- About this task: Comb the records below for the string "edges" and copy each line where it turns up.

- Dataset entries:
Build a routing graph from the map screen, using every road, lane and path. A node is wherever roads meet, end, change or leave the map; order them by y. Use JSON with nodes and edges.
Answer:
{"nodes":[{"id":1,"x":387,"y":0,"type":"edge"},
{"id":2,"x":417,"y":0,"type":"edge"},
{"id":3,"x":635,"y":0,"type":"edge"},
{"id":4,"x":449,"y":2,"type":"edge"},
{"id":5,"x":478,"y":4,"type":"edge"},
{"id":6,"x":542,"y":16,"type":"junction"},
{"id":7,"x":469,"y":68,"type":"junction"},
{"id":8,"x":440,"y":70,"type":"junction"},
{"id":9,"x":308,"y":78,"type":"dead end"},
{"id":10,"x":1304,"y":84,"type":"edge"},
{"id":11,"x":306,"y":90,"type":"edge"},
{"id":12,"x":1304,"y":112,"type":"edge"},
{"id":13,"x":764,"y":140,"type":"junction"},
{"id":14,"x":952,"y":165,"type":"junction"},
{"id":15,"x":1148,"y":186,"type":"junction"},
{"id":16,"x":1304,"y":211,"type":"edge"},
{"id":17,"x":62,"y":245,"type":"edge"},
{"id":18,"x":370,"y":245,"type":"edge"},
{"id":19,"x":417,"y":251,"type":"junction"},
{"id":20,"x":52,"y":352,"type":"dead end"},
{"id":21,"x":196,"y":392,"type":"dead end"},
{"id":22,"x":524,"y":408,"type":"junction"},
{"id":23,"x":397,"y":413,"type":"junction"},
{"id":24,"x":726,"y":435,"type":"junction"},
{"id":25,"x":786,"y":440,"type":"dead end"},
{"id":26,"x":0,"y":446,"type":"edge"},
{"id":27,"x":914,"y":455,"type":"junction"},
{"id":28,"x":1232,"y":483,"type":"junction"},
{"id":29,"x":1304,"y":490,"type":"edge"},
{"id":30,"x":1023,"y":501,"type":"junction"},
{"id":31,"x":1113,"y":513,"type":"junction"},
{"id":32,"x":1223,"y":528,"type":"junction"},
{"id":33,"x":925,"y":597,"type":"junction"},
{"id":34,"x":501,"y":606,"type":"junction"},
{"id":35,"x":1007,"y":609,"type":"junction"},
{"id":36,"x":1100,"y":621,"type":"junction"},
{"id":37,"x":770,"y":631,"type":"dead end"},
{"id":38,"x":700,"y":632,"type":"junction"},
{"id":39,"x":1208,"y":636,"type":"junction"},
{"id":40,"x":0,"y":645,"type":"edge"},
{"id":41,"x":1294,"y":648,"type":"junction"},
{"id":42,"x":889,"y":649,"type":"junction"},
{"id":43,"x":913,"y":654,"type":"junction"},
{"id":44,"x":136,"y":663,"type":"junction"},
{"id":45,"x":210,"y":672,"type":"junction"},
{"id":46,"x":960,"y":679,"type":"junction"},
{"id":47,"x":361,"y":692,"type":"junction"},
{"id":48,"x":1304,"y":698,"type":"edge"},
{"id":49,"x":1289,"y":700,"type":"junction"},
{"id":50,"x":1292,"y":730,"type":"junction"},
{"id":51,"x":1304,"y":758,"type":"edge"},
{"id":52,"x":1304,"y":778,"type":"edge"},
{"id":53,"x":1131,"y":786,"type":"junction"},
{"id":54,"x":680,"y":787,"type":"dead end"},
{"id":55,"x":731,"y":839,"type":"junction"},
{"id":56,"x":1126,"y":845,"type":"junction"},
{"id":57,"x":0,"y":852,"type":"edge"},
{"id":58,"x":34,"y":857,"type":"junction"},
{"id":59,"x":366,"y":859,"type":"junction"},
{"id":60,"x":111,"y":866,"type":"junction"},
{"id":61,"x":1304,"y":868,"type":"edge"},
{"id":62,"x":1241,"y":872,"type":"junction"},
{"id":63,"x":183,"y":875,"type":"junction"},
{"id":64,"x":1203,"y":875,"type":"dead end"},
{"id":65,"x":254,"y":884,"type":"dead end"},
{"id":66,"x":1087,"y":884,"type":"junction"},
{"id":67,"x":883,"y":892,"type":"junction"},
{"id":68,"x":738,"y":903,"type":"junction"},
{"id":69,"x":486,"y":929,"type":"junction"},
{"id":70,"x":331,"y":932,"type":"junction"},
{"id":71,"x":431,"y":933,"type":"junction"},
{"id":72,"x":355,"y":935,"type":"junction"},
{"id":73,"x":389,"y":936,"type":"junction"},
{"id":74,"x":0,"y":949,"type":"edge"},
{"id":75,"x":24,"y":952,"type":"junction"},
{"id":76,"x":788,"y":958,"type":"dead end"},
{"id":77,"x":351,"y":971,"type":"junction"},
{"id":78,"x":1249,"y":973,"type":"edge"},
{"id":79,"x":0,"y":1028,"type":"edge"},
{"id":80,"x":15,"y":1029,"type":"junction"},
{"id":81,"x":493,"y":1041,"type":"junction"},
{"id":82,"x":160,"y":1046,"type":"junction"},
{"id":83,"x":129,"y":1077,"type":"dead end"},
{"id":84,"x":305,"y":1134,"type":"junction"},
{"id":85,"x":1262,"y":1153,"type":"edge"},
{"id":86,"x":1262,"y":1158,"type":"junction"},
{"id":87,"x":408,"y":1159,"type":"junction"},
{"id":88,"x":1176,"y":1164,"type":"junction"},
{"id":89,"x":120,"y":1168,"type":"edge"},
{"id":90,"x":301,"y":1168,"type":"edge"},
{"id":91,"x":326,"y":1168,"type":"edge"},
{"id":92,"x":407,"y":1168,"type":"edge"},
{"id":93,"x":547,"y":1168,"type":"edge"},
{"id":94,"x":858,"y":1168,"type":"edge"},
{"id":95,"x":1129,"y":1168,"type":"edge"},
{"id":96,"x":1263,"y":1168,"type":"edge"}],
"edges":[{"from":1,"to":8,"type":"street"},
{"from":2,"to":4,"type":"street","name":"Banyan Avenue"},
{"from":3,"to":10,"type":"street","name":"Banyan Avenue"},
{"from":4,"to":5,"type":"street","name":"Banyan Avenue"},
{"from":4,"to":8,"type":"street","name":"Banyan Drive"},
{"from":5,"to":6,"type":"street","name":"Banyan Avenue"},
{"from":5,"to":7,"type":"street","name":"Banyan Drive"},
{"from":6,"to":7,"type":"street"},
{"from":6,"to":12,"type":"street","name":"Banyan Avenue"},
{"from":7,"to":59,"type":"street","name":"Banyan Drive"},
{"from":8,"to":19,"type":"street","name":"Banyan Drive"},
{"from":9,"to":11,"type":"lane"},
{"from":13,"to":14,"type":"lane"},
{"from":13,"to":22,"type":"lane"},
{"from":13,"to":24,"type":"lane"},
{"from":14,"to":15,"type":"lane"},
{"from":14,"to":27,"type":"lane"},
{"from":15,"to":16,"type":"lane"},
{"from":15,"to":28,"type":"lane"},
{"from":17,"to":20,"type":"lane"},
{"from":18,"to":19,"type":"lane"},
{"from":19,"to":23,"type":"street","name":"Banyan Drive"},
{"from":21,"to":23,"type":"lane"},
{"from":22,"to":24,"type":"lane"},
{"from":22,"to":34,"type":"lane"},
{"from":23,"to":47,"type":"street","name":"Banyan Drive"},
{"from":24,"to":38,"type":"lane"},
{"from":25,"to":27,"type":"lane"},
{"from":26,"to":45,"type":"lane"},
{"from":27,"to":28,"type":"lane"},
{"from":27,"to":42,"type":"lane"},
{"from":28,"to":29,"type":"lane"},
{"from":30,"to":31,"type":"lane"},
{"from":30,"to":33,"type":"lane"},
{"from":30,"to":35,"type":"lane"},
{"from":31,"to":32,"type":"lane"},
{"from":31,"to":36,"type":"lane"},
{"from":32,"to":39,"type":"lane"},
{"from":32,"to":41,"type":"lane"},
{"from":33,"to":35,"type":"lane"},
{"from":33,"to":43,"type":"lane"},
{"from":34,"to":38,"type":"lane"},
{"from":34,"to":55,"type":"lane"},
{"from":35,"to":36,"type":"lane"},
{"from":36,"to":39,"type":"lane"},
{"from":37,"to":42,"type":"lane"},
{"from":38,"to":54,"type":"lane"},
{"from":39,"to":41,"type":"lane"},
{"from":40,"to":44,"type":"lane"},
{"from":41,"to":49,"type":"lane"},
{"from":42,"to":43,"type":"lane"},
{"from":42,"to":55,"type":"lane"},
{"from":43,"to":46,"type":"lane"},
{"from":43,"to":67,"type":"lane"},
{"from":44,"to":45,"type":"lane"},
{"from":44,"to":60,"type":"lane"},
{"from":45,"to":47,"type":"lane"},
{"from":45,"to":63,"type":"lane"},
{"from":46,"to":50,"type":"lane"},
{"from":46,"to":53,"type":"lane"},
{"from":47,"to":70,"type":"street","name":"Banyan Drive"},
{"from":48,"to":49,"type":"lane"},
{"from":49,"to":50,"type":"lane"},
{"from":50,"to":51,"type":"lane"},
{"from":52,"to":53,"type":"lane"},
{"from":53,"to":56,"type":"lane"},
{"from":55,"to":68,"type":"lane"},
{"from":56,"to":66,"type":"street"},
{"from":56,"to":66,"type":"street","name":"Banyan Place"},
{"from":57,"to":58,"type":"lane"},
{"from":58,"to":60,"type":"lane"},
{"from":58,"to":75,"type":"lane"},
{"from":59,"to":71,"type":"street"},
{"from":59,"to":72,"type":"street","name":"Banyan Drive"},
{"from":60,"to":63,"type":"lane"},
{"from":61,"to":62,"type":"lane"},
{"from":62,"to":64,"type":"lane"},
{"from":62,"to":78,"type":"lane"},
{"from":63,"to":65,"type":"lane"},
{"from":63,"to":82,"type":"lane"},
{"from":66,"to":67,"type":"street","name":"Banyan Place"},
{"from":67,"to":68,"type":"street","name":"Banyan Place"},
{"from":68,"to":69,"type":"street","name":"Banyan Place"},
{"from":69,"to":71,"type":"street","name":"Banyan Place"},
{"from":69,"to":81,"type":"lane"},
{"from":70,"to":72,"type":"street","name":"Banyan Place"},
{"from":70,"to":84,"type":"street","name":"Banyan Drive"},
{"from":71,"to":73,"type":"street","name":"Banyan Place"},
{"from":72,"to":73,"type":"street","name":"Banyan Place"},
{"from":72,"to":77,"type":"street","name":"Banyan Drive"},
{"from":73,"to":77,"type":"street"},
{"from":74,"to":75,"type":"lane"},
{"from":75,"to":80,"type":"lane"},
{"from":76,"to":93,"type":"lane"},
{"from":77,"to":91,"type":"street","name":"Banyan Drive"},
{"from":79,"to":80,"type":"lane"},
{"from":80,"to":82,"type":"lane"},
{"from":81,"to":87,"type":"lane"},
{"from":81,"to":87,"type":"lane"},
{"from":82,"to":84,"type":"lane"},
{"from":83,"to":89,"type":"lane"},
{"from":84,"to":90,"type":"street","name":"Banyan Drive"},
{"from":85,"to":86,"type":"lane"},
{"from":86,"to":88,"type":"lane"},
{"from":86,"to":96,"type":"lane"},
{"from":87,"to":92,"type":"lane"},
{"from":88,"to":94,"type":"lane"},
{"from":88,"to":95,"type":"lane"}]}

- Answer box:
Build a routing graph from the map screen, using every road, lane and path. A node is wherever roads meet, end, change or leave the map; order them by y. Use JSON with nodes and edges.
"edges":[{"from":1,"to":8,"type":"street"},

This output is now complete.